Task item
Search the records for the string "italic", then copy each line where it appears.

Exercise input
* * * * *

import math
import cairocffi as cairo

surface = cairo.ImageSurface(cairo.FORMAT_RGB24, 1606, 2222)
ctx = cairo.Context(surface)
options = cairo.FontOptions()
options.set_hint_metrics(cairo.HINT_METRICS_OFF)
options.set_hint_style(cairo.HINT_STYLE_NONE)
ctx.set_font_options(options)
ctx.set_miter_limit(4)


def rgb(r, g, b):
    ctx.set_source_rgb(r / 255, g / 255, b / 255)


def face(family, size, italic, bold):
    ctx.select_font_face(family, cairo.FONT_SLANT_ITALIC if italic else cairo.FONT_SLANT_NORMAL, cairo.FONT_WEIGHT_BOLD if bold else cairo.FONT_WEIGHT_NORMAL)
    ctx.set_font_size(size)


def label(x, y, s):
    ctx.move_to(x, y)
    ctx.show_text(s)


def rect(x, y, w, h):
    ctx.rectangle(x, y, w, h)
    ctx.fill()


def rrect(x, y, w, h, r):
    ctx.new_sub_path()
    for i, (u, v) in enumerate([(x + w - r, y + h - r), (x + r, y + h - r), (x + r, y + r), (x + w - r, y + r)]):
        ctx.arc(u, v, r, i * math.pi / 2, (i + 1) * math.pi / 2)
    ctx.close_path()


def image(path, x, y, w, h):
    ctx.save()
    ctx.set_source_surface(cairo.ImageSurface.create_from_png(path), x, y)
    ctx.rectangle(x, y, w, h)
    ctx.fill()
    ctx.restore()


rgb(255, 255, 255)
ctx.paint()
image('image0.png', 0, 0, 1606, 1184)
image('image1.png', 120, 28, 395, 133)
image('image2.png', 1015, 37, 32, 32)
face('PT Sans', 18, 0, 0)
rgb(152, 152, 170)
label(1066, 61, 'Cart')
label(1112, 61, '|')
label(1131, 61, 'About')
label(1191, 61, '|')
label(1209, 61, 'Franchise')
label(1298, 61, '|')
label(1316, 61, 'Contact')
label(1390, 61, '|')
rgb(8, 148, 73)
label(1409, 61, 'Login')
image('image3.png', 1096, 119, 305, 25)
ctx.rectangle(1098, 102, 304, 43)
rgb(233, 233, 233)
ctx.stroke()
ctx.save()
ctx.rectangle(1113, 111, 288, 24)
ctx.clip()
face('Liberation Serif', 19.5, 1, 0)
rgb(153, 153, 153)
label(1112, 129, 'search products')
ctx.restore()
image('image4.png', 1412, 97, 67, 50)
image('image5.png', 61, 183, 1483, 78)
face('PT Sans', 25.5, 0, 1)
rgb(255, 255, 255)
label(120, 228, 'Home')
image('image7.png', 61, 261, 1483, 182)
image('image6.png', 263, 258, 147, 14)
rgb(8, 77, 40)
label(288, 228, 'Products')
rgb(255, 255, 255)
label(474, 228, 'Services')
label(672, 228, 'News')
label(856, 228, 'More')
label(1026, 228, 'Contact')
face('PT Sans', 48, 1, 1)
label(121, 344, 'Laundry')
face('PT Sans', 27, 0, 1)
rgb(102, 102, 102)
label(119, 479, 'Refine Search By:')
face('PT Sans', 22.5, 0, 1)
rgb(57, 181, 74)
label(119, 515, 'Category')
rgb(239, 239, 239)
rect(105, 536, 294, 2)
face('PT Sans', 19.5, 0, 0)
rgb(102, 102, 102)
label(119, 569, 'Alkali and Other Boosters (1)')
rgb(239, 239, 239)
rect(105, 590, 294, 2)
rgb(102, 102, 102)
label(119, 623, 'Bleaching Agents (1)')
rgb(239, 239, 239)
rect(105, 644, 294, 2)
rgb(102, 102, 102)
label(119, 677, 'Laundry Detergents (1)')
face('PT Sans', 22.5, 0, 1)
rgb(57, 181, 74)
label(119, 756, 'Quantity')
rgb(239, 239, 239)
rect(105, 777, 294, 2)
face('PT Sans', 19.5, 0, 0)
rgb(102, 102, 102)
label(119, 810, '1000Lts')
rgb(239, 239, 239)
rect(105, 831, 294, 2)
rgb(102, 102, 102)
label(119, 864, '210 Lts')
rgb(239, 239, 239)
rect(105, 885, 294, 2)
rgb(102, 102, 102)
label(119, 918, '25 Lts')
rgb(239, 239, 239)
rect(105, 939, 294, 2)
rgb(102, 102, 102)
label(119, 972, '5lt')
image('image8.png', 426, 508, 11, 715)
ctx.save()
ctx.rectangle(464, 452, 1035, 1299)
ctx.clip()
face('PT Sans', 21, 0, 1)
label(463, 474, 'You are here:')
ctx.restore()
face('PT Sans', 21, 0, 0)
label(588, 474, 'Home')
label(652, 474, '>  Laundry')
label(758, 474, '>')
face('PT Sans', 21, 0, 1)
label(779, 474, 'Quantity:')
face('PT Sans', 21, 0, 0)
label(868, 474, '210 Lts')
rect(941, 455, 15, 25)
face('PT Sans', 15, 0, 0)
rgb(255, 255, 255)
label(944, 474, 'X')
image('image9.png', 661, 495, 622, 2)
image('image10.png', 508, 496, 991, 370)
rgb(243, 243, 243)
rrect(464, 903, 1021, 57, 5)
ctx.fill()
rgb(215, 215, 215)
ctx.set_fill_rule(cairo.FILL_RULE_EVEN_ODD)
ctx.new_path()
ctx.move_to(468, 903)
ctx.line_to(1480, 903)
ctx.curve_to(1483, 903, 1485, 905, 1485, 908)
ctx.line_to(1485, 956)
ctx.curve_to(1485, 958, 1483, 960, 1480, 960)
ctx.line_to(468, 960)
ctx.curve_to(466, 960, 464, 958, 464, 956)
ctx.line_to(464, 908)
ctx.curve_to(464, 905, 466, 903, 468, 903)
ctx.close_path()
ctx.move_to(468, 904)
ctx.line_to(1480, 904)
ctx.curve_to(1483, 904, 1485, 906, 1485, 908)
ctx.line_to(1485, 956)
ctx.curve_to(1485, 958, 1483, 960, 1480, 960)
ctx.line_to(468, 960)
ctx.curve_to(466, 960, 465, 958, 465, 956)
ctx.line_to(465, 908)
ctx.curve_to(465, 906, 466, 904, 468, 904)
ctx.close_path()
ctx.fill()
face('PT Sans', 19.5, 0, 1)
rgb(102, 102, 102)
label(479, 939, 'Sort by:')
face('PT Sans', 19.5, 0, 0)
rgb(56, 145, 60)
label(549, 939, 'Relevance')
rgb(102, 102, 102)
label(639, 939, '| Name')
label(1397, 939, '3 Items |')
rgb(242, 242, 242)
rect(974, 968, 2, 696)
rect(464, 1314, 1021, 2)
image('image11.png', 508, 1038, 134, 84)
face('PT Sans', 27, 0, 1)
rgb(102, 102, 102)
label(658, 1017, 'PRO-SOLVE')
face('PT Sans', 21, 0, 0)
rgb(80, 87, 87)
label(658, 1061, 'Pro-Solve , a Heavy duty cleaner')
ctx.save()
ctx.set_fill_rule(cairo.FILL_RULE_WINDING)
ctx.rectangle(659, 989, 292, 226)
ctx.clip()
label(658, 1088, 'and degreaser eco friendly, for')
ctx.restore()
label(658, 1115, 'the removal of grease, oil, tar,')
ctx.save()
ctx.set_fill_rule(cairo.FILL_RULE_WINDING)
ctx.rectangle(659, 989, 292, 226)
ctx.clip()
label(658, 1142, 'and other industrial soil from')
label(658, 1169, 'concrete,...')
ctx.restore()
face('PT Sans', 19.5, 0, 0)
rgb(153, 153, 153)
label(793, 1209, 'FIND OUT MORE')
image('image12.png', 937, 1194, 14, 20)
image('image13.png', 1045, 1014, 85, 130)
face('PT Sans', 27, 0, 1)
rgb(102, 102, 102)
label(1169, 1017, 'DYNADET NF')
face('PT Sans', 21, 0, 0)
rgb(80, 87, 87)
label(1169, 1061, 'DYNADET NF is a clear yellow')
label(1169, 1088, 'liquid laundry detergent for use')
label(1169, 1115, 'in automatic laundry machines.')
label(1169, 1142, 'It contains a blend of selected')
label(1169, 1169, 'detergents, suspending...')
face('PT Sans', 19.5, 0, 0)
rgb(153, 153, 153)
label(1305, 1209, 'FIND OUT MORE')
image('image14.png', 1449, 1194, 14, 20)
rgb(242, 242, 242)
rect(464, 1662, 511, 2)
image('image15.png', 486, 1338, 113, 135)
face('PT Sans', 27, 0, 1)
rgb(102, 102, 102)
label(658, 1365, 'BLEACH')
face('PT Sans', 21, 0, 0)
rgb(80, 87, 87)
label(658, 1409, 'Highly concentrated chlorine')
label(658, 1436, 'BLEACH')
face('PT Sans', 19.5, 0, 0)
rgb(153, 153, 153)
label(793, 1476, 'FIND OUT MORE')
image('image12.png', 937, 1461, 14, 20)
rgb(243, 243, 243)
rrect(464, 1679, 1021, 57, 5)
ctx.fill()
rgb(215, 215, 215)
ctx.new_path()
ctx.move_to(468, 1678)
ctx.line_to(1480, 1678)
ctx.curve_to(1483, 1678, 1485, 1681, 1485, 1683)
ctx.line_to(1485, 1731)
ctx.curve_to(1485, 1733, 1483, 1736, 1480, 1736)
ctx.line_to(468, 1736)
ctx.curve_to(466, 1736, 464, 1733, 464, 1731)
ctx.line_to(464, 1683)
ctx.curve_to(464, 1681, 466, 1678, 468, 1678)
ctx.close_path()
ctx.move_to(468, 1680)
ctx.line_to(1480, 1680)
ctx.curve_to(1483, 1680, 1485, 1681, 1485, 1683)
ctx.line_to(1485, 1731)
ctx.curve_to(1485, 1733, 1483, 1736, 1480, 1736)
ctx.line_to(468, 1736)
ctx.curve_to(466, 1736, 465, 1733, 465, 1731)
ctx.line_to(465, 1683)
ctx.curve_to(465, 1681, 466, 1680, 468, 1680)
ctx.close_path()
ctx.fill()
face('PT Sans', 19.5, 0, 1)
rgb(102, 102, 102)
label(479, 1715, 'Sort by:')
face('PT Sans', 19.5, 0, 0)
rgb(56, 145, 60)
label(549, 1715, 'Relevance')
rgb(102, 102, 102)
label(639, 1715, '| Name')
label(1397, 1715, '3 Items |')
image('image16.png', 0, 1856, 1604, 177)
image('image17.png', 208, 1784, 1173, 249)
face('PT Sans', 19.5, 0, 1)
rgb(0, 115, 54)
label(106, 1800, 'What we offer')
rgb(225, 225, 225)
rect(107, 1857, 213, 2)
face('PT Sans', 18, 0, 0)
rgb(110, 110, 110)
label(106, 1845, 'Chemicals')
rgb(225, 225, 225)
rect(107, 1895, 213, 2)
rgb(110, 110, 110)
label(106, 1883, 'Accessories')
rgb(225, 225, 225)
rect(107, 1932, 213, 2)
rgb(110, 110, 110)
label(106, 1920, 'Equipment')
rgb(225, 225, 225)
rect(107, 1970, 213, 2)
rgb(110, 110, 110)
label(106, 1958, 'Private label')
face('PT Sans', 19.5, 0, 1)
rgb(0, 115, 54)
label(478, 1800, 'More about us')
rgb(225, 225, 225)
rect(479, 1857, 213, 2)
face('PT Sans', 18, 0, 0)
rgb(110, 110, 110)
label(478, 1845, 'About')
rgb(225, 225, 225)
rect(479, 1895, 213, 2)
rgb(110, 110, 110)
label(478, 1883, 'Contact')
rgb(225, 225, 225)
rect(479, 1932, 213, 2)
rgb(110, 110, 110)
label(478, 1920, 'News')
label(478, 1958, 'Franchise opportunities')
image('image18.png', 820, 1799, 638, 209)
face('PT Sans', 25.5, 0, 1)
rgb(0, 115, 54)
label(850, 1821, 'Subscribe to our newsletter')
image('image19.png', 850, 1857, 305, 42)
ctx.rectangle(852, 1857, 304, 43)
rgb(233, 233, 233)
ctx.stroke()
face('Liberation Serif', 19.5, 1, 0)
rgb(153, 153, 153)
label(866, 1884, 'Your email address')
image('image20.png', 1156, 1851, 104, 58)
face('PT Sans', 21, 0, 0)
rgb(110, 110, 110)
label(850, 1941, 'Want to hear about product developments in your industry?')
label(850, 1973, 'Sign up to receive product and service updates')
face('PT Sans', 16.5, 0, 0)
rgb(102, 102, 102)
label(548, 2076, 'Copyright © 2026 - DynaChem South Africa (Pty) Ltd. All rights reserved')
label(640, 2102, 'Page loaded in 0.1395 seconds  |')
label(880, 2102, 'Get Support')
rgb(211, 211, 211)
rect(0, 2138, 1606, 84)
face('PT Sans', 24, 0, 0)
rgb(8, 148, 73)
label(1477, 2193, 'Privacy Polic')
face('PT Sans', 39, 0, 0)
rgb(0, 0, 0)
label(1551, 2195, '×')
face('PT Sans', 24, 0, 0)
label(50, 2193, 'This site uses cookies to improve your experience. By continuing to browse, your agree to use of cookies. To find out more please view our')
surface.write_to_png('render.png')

* * * * *

Answer box
def face(family, size, italic, bold):
    ctx.select_font_face(family, cairo.FONT_SLANT_ITALIC if italic else cairo.FONT_SLANT_NORMAL, cairo.FONT_WEIGHT_BOLD if bold else cairo.FONT_WEIGHT_NORMAL)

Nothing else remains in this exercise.